DIVISION BENCH (HIGH COURT)
Thereafter, Contempt Proceedings by the Respondent was initiated, in Contempt Petition Appeal No. 2113 of 2013, alleging violation of the condition set out in the Stay Order dated 03.03.2010 in which the High Court made the following observations:
a) The Division Bench of the Calcutta High Court found that the Appellant, despite being under a Stay Order, had allowed third parties to use the Suit Premises for events such as exhibitions. This violated the condition of maintaining status quo regarding possession and refraining from creating third-party interests, as stipulated in the Stay Order. The Bench noted that the Appellant had not only violated the Stay Order but also attempted to disguise rental income as donations.
b) Furthermore, the Bench observed that the Appellant’s Application to let out a portion of the Suit Premises had been rejected, indicating that it was not authorized to lease the said property. Despite this, the Appellant continued to let out the Suit Premises for short-term events.
c) Considering these violations, the Division Bench concluded that vacating the Stay Order was appropriate to allow the Execution of the Decree. The Bench emphasized that the Appellant’s actions constituted a willful and deliberate breach of the Court Order and that justice warranted vacating the Stay without the need for a separate Contempt Proceeding.
Aggrieved by the Order dated 12.11.2014 of the High Court, the Appellant filed Special Leave Petition (Civil) No(s). 34892 of 2014 before the Hon’ble Supreme Court against the Order dated 12.11.2014 of the High Court, which vacated the Stay Order instead of initiating Contempt Proceedings. The Apex Court made the following observations:
1) The Supreme Court found that the High Court’s decision to vacate the Stay Order within the Contempt Proceedings was not in line with the principles of contempt jurisdiction. While acknowledging that the Appellant had violated the Stay Order by allowing third parties to use the Suit Premises, the Supreme Court noted that the High Court’s action went beyond the scope of contempt jurisdiction.
2) The Apex Court emphasized that Contempt Proceedings should focus on punishing the Contemnor for disobeying Court Orders rather than altering the substantive rights of the parties involved. It was noted that the High Court’s decision to vacate the Stay Order did not have a restitutive or remedying character but rather altered the substantive rights of the Parties.

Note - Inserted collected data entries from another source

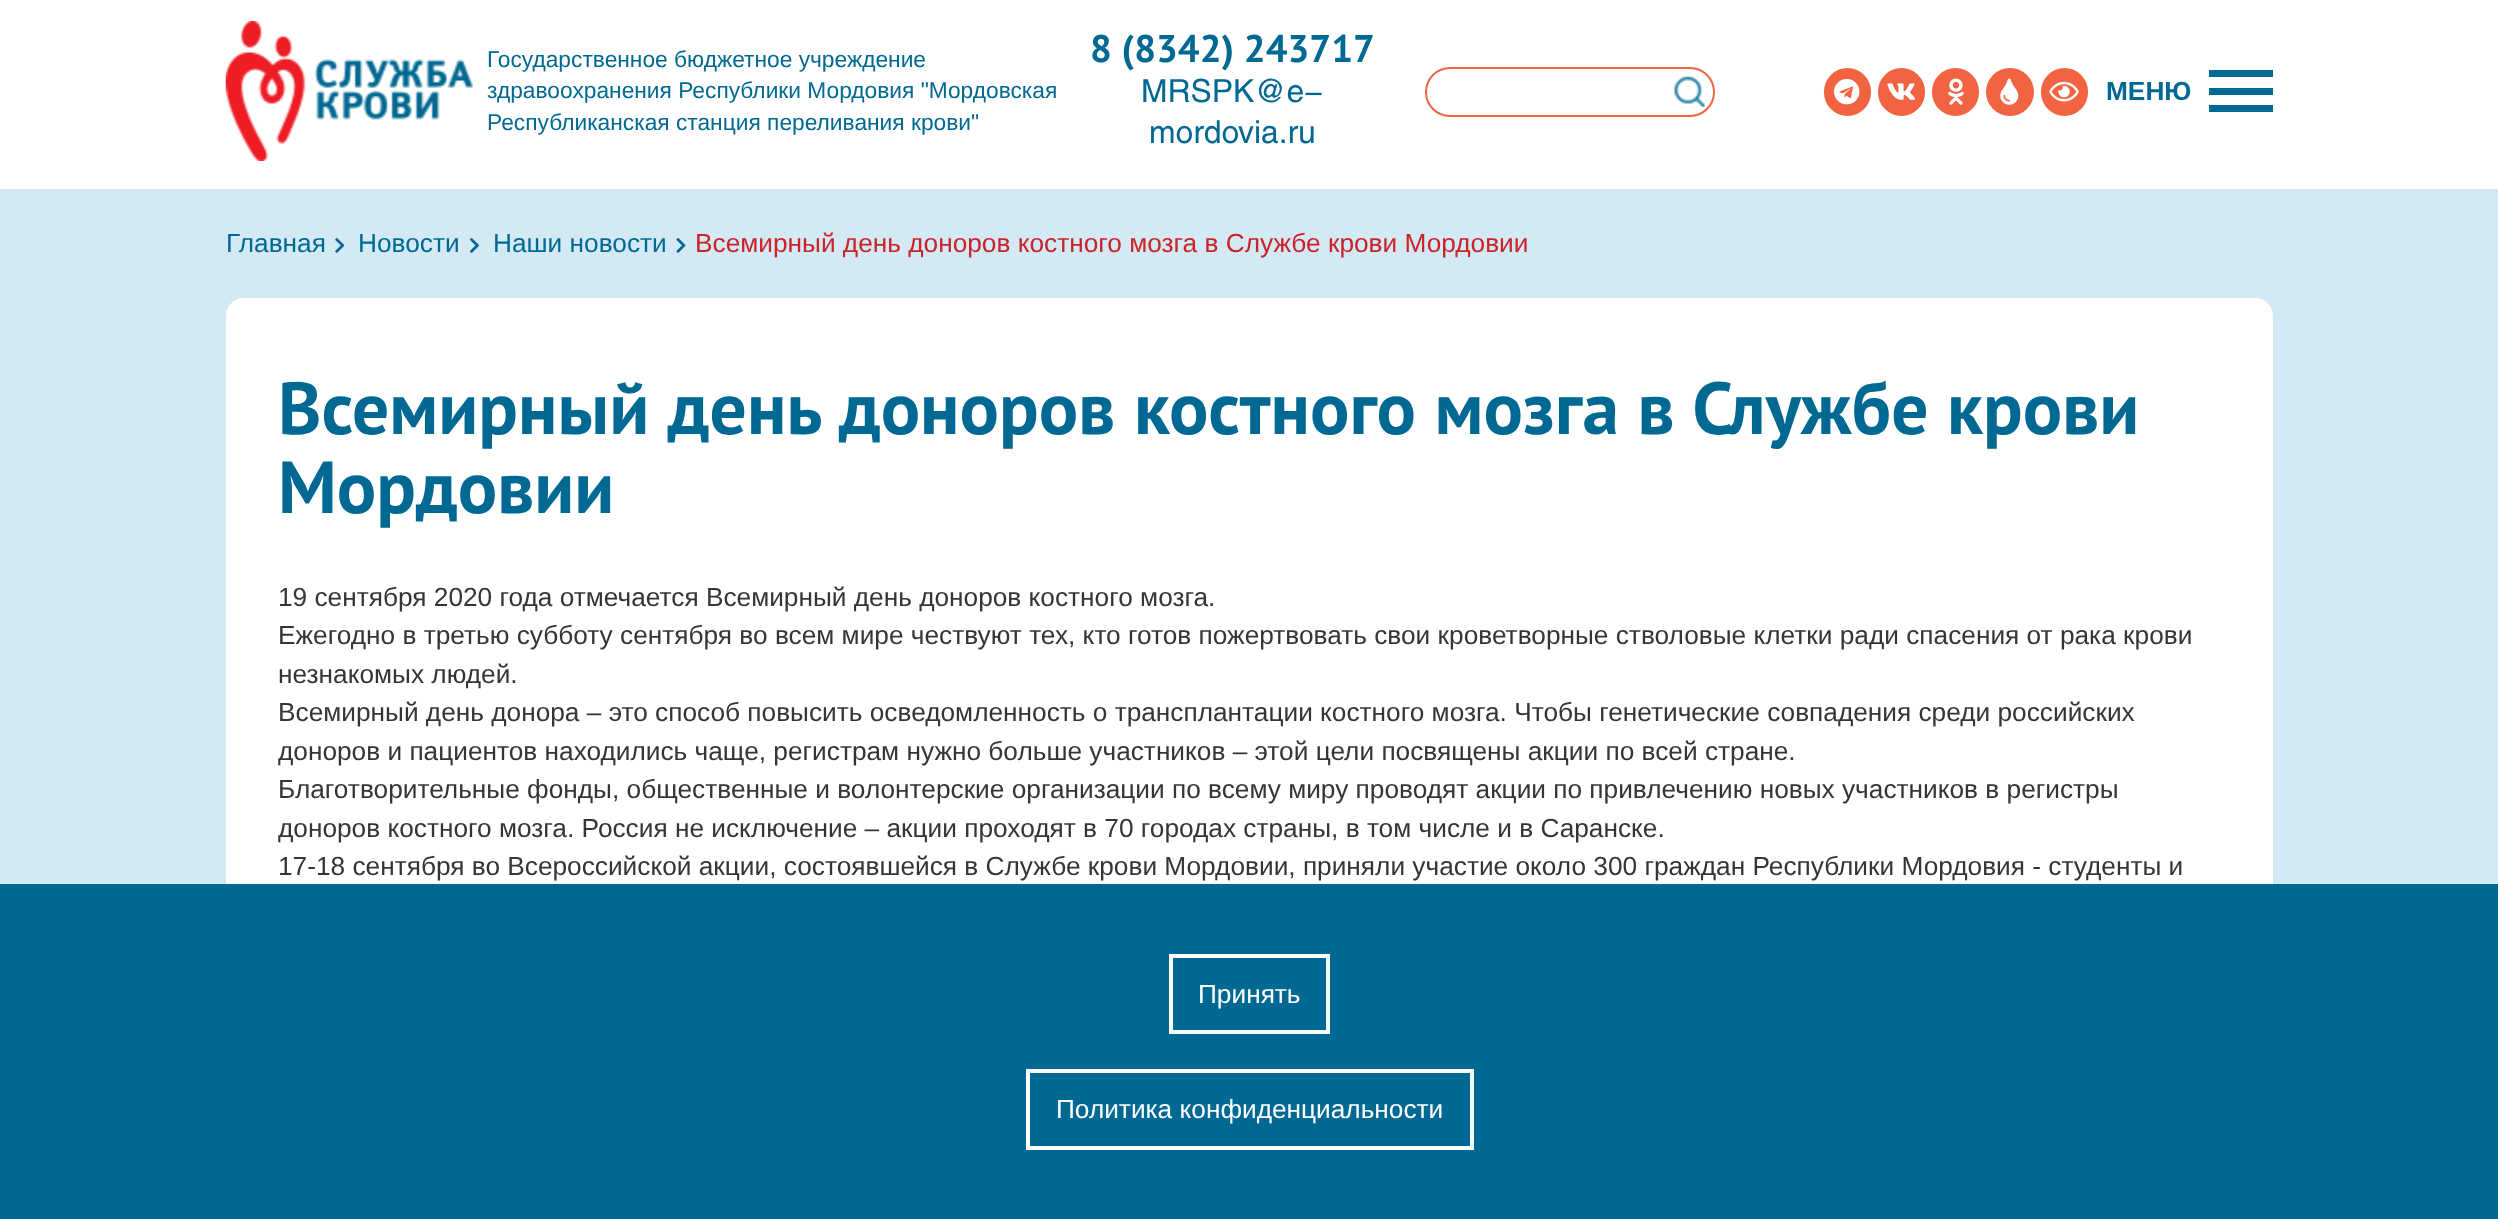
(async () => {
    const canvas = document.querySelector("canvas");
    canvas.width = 2498;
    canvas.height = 1219;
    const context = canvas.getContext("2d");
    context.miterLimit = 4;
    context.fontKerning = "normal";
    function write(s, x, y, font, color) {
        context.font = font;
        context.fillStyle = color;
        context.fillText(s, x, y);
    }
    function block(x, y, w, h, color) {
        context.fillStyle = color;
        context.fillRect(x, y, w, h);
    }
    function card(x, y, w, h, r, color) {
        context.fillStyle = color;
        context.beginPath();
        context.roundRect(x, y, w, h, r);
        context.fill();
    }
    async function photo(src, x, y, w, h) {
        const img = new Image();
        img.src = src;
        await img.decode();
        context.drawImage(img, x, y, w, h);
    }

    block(0, 0, 2498, 1219, "rgb(255, 255, 255)");
    await photo("media/1.png", 225, 21, 248, 140);
    write("Государственное бюджетное учреждение", 487, 67, "22.75px Liberation Sans", "rgb(0, 105, 147)");
    write("здравоохранения Республики Мордовия \"Мордовская", 487, 98, "22.75px Liberation Sans", "rgb(0, 105, 147)");
    write("Республиканская станция переливания крови\"", 487, 130, "22.75px Liberation Sans", "rgb(0, 105, 147)");
    write("8 (8342) 243717", 1090, 62, "bold 38.5px PT Sans", "rgb(0, 105, 147)");
    write("MRSPK@e-", 1141, 102, "31.5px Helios", "rgb(0, 105, 147)");
    write("mordovia.ru", 1149, 143, "31.5px Helios", "rgb(0, 105, 147)");
    context.beginPath();
    context.roundRect(1426, 68, 288, 48, 24);
    context.strokeStyle = "rgb(242, 99, 65)";
    context.lineWidth = 2;
    context.stroke();
    await photo("media/2.png", 1674, 76, 31, 31);
    card(1824, 68, 47, 48, 23.5, "rgb(242, 99, 65)");
    await photo("media/3.png", 1834, 78, 26, 27);
    card(1878, 68, 47, 48, 23.5, "rgb(242, 99, 65)");
    await photo("media/4.png", 1887, 83, 28, 17);
    card(1932, 68, 47, 48, 23.5, "rgb(242, 99, 65)");
    await photo("media/5.png", 1948, 78, 16, 27);
    context.beginPath();
    context.arc(2010, 92, 24, 0, Math.PI * 2);
    context.fill();
    await photo("media/6.png", 2000, 78, 19, 27);
    card(2041, 68, 47, 48, 23.5, "rgb(242, 99, 65)");
    await photo("media/7.png", 2049, 81, 30, 21);
    write("МЕНЮ", 2106, 100, "bold 26.25px Liberation Sans", "rgb(0, 105, 147)");
    block(2209, 70, 64, 7, "rgb(0, 105, 147)");
    block(2209, 88, 64, 7, "rgb(0, 105, 147)");
    block(2209, 105, 64, 7, "rgb(0, 105, 147)");
    block(0, 189, 2498, 695, "rgb(211, 233, 243)");
    write("Главная", 226, 252, "26.25px Liberation Sans", "rgb(0, 105, 147)");
    await photo("media/8.png", 335, 238, 10, 15);
    write("Новости", 358, 252, "26.25px Liberation Sans", "rgb(0, 105, 147)");
    await photo("media/9.png", 470, 238, 9, 15);
    write("Наши новости", 493, 252, "26.25px Liberation Sans", "rgb(0, 105, 147)");
    await photo("media/10.png", 676, 238, 10, 15);
    write("Всемирный день доноров костного мозга в Службе крови Мордовии", 695, 252, "26.25px Liberation Sans", "rgb(204, 34, 41)");
    card(226, 298, 2047, 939, 18, "rgb(255, 255, 255)");
    write("Всемирный день доноров костного мозга в Службе крови", 278, 434, "bold 73.5px PT Sans", "rgb(0, 105, 147)");
    write("Мордовии", 278, 513, "bold 73.5px PT Sans", "rgb(0, 105, 147)");
    write("19 сентября 2020 года отмечается Всемирный день доноров костного мозга.", 278, 606, "26.25px Liberation Sans", "rgb(53, 53, 53)");
    write("Ежегодно в третью субботу сентября во всем мире чествуют тех, кто готов пожертвовать свои кроветворные стволовые клетки ради спасения от рака крови", 278, 644, "26.25px Liberation Sans", "rgb(53, 53, 53)");
    write("незнакомых людей.", 278, 683, "26.25px Liberation Sans", "rgb(53, 53, 53)");
    write("Всемирный день донора – это способ повысить осведомленность о трансплантации костного мозга. Чтобы генетические совпадения среди российских", 278, 721, "26.25px Liberation Sans", "rgb(53, 53, 53)");
    write("доноров и пациентов находились чаще, регистрам нужно больше участников – этой цели посвящены акции по всей стране.", 278, 760, "26.25px Liberation Sans", "rgb(53, 53, 53)");
    write("Благотворительные фонды, общественные и волонтерские организации по всему миру проводят акции по привлечению новых участников в регистры", 278, 798, "26.25px Liberation Sans", "rgb(53, 53, 53)");
    write("доноров костного мозга. Россия не исключение – акции проходят в 70 городах страны, в том числе и в Саранске.", 278, 837, "26.25px Liberation Sans", "rgb(53, 53, 53)");
    write("17-18 сентября во Всероссийской акции, состоявшейся в Службе крови Мордовии, приняли участие около 300 граждан Республики Мордовия - студенты и", 278, 875, "26.25px Liberation Sans", "rgb(53, 53, 53)");
    block(0, 884, 2498, 335, "rgb(0, 105, 147)");
    context.strokeStyle = "rgb(255, 255, 255)";
    context.lineWidth = 4;
    context.strokeRect(1171, 956, 157, 76);
    write("Принять", 1198, 1003, "26.25px Liberation Sans", "rgb(255, 255, 255)");
    context.strokeRect(1028, 1071, 444, 77);
    write("Политика конфиденциальности", 1056, 1118, "26.25px Liberation Sans", "rgb(255, 255, 255)");
})();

3) The Supreme Court highlighted that the High Court should have taken appropriate steps within the Contempt Proceedings to address the violation of the Stay Order. However, instead of resorting to vacate the Stay Order, the high Court should have focused on enforcing compliance with the Order through Contempt Proceedings.
4) Therefore, the Bench set aside the High Court’s decision to vacate the Stay Order within the Contempt Proceedings and directed the High Court to continue with the Contempt Proceedings. Additionally, the Supreme Court instructed the Respondent to take appropriate legal measures to address the default in deposits made by the Appellant, either before the High Court or the Executing Court.
Based on the aforementioned facts, the Supreme Court set aside the decision of the High Court to vacate the Stay Order within the Contempt Proceedings. The Apex Court emphasized that Contempt Proceedings should focus on punishing the Contemnor for disobeying Court Orders rather than altering substantive rights. The Supreme Court directed the High Court to continue with the Contempt Proceedings and instructed the Respondent to take appropriate legal steps to address the default in deposits made by the Appellant.
Hence, the Apex Court partly allowed the Appeal filed by the Appellant-Contemnor and underscored the importance of adhering to legal procedures and principles within Contempt Proceedings and enforcing compliance with Court Orders.